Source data
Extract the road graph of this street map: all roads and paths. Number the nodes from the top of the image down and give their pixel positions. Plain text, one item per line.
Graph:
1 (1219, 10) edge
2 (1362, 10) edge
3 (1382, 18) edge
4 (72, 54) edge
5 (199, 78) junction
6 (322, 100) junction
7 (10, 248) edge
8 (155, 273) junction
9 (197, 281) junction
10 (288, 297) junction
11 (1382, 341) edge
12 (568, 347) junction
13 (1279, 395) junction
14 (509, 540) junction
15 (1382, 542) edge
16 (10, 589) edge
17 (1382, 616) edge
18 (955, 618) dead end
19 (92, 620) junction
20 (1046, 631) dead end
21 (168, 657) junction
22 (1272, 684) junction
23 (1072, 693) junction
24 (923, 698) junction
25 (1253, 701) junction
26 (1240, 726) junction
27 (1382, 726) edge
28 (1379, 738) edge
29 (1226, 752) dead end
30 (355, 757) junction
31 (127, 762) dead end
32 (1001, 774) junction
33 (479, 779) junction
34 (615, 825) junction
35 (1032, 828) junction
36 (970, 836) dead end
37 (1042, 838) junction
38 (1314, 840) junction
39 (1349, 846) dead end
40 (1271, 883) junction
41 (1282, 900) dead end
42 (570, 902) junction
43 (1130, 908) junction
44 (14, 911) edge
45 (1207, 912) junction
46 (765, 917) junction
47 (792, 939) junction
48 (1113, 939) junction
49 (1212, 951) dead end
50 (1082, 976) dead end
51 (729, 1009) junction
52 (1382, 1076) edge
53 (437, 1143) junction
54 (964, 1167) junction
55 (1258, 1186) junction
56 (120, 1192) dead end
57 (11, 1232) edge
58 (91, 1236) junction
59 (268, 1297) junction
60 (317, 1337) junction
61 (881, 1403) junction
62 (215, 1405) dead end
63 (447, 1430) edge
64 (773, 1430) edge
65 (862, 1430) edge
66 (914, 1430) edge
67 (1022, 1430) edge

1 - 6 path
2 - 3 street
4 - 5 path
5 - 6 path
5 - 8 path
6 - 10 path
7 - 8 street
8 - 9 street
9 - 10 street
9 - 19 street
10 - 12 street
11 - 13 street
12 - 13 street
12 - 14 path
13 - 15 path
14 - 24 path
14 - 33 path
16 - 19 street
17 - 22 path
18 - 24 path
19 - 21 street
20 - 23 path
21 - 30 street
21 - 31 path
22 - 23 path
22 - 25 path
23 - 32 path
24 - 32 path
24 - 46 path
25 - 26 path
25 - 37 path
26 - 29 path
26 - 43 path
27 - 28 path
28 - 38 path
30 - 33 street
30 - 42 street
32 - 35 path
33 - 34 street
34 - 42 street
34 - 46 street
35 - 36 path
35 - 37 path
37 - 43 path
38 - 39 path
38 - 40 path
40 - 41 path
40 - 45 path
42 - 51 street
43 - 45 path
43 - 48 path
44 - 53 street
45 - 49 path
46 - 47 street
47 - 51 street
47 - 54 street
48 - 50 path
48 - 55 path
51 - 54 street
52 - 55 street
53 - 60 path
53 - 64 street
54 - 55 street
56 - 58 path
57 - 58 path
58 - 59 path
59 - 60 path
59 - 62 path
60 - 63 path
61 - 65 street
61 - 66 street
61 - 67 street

■ What to produce
Copy out every line from the records that has the word "dead".

■ Task response
18 (955, 618) dead end
20 (1046, 631) dead end
29 (1226, 752) dead end
31 (127, 762) dead end
36 (970, 836) dead end
39 (1349, 846) dead end
41 (1282, 900) dead end
49 (1212, 951) dead end
50 (1082, 976) dead end
56 (120, 1192) dead end
62 (215, 1405) dead end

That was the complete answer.